Exercise
Take the entries below and return them unchanged.

Saved entries
════════

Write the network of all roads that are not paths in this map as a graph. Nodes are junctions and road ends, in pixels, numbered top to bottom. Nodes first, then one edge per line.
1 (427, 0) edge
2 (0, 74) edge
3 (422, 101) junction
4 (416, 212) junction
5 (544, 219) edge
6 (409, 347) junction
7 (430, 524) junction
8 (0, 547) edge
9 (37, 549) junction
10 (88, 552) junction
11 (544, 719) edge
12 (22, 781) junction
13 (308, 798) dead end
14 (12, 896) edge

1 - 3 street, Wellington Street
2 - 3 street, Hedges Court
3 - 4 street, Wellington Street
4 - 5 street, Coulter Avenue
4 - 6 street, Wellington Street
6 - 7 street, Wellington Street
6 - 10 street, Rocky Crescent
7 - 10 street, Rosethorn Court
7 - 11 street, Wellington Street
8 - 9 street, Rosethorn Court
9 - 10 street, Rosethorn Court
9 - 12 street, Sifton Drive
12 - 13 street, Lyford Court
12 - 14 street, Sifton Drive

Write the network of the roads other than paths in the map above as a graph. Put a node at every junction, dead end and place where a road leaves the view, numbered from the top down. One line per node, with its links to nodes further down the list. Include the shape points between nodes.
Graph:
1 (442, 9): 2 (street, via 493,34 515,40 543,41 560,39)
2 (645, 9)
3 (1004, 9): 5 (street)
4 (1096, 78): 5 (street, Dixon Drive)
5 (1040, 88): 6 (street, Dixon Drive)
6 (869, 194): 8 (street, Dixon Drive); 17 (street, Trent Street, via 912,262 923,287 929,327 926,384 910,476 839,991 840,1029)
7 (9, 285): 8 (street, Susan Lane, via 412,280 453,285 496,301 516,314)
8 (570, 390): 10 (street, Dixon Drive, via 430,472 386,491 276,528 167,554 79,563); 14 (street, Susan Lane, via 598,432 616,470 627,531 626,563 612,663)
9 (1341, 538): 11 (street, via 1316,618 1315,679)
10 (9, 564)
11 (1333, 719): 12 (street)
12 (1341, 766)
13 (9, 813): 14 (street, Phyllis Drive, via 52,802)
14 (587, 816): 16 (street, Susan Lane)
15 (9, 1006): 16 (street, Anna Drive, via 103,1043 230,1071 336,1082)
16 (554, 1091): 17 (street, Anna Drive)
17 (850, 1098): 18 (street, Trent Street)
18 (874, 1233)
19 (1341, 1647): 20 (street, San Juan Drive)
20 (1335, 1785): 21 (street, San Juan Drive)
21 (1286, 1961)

════════

Answer to this exercise
Write the network of all roads that are not paths in this map as a graph. Nodes are junctions and road ends, in pixels, numbered top to bottom. Nodes first, then one edge per line.
1 (427, 0) edge
2 (0, 74) edge
3 (422, 101) junction
4 (416, 212) junction
5 (544, 219) edge
6 (409, 347) junction
7 (430, 524) junction
8 (0, 547) edge
9 (37, 549) junction
10 (88, 552) junction
11 (544, 719) edge
12 (22, 781) junction
13 (308, 798) dead end
14 (12, 896) edge

1 - 3 street, Wellington Street
2 - 3 street, Hedges Court
3 - 4 street, Wellington Street
4 - 5 street, Coulter Avenue
4 - 6 street, Wellington Street
6 - 7 street, Wellington Street
6 - 10 street, Rocky Crescent
7 - 10 street, Rosethorn Court
7 - 11 street, Wellington Street
8 - 9 street, Rosethorn Court
9 - 10 street, Rosethorn Court
9 - 12 street, Sifton Drive
12 - 13 street, Lyford Court
12 - 14 street, Sifton Drive

Write the network of the roads other than paths in the map above as a graph. Put a node at every junction, dead end and place where a road leaves the view, numbered from the top down. One line per node, with its links to nodes further down the list. Include the shape points between nodes.
Graph:
1 (442, 9): 2 (street, via 493,34 515,40 543,41 560,39)
2 (645, 9)
3 (1004, 9): 5 (street)
4 (1096, 78): 5 (street, Dixon Drive)
5 (1040, 88): 6 (street, Dixon Drive)
6 (869, 194): 8 (street, Dixon Drive); 17 (street, Trent Street, via 912,262 923,287 929,327 926,384 910,476 839,991 840,1029)
7 (9, 285): 8 (street, Susan Lane, via 412,280 453,285 496,301 516,314)
8 (570, 390): 10 (street, Dixon Drive, via 430,472 386,491 276,528 167,554 79,563); 14 (street, Susan Lane, via 598,432 616,470 627,531 626,563 612,663)
9 (1341, 538): 11 (street, via 1316,618 1315,679)
10 (9, 564)
11 (1333, 719): 12 (street)
12 (1341, 766)
13 (9, 813): 14 (street, Phyllis Drive, via 52,802)
14 (587, 816): 16 (street, Susan Lane)
15 (9, 1006): 16 (street, Anna Drive, via 103,1043 230,1071 336,1082)
16 (554, 1091): 17 (street, Anna Drive)
17 (850, 1098): 18 (street, Trent Street)
18 (874, 1233)
19 (1341, 1647): 20 (street, San Juan Drive)
20 (1335, 1785): 21 (street, San Juan Drive)
21 (1286, 1961)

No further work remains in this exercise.